Unbiased Estimator.

Cynderella

New Member
the radius of a circle is measured with an error of measurement which is distributed normal with mean $$0$$ and variance $$\sigma^2$$,$$\sigma^2$$ unknown.Given $$n$$ independent measurements of the radius , find an unbiased estimator of the area of the circle.

By using *Maximum Likelihood Estimator* I found

$$\hat\sigma^2=\frac{\sum r_i^2}{n}$$

where $$r$$ is the radius of the circle and $$r\sim N(0,\sigma^2)$$.

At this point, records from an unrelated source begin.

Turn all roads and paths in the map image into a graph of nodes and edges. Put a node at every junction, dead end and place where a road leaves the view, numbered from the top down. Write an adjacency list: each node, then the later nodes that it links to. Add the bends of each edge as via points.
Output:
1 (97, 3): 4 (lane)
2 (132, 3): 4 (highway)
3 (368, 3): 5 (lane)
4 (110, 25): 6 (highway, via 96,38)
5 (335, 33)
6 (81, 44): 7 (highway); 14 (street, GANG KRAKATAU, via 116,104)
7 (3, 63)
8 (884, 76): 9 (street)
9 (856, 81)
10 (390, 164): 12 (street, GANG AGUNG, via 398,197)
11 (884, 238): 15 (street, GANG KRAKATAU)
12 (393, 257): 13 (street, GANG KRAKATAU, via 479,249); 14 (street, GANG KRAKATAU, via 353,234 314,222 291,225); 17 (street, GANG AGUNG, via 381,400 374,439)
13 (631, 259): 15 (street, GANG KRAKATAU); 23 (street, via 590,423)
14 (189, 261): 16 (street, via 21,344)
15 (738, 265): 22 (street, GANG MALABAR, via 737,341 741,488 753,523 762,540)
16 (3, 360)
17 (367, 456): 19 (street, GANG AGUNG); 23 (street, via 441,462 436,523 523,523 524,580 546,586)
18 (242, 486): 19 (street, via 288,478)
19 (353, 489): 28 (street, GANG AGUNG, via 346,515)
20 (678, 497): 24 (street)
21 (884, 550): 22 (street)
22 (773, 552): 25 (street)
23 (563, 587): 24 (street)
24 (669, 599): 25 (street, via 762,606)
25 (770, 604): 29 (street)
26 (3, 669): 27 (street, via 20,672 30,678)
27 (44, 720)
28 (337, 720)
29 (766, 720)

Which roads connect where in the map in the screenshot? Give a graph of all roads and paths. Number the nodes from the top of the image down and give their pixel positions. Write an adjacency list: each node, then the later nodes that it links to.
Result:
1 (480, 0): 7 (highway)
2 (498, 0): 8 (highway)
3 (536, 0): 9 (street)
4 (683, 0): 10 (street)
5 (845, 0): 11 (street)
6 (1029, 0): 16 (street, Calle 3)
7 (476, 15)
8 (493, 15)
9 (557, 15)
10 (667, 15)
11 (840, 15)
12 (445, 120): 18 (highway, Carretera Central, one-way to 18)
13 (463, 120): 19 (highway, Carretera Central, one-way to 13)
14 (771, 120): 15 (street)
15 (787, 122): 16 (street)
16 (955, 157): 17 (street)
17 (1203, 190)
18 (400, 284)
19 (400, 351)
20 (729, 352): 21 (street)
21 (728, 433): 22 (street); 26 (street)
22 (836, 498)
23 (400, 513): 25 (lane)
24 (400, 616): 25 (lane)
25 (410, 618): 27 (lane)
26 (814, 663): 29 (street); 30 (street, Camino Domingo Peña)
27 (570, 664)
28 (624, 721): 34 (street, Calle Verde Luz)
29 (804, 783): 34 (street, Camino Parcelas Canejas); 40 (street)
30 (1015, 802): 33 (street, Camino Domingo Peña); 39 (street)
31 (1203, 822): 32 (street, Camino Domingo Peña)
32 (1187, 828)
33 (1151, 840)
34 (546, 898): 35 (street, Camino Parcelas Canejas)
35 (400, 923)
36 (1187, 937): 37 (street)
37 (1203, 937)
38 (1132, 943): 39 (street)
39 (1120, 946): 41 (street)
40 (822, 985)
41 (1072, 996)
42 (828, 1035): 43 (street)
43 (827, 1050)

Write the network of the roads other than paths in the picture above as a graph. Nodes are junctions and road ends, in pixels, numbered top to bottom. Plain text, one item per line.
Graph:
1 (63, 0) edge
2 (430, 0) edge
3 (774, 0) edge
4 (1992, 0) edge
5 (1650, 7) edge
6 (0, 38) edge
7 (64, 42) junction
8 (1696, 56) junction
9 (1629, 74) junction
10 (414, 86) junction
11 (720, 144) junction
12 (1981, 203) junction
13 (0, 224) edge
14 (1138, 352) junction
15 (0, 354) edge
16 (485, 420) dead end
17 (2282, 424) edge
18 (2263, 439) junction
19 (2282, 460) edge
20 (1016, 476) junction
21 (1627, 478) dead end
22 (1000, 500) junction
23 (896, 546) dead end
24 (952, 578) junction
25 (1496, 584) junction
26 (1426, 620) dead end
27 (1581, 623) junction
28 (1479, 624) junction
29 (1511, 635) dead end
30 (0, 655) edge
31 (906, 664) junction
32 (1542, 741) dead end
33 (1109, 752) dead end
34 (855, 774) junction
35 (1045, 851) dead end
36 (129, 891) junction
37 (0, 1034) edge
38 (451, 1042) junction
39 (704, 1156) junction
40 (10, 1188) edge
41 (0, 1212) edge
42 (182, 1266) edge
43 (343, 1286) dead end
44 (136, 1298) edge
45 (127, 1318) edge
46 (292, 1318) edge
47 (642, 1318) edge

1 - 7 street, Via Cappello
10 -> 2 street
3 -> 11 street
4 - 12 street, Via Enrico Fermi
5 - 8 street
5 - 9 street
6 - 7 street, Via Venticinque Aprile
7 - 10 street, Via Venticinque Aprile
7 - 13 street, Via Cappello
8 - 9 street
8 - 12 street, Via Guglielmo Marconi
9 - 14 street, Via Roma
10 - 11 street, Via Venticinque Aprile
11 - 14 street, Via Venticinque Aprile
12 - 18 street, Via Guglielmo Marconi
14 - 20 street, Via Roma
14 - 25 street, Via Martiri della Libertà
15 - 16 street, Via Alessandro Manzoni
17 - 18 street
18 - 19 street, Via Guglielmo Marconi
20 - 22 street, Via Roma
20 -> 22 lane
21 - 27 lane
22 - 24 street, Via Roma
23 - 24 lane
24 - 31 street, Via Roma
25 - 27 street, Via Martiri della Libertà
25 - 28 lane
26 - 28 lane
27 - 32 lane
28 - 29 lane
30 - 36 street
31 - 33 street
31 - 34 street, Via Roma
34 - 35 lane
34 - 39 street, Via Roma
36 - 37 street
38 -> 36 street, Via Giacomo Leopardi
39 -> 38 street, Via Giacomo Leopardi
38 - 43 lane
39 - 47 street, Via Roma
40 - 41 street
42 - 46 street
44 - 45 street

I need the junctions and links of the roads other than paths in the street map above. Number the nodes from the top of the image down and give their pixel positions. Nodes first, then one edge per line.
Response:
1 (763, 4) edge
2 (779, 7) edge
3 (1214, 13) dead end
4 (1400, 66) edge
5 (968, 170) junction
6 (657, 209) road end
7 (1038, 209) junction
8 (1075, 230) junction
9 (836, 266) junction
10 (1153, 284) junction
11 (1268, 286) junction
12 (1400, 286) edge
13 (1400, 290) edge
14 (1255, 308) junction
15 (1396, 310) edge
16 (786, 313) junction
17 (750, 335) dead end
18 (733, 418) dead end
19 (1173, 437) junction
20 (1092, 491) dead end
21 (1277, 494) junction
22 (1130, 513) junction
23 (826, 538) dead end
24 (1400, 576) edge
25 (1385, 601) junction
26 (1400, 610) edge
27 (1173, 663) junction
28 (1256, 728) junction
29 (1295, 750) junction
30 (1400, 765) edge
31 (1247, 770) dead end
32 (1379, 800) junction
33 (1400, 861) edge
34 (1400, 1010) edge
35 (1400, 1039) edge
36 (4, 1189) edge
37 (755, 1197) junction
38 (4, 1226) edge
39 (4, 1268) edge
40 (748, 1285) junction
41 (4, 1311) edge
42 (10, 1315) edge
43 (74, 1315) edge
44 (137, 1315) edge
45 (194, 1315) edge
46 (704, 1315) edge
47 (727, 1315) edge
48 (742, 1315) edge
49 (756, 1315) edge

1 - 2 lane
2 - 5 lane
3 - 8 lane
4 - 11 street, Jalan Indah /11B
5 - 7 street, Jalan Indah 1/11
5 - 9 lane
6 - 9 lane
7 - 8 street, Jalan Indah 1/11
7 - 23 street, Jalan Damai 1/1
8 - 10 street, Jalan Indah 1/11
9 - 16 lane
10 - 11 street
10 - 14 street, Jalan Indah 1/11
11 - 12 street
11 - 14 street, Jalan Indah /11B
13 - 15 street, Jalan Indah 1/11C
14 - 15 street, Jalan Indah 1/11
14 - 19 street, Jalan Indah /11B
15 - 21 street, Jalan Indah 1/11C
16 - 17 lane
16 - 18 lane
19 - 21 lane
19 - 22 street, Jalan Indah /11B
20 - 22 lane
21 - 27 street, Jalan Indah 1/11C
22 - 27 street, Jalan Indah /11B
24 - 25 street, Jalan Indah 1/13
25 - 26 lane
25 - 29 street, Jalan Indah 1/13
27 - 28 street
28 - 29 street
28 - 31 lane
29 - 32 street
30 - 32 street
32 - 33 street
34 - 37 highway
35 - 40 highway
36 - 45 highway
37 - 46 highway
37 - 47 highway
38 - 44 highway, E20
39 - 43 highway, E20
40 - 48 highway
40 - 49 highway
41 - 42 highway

Then i am stucked to find the unbiased estimator of the area of the circle

Dragan

Super Moderator
the radius of a circle is measured with an error of measurement which is distributed normal with mean $$0$$ and variance $$\sigma^2$$,$$\sigma^2$$ unknown.Given $$n$$ independent measurements of the radius , find an unbiased estimator of the area of the circle.

By using *Maximum Likelihood Estimator* I found

$$\hat\sigma^2=\frac{\sum r_i^2}{n}$$

where $$r$$ is the radius of the circle and $$r\sim N(0,\sigma^2)$$.

Then i am stucked to find the unbiased estimator of the area of the circle

What is the expected value of: $$\pi\frac{\sum r_i^2}{n}$$,
while noting that the sample variances of the n radius measures will have expected value of sigma^2.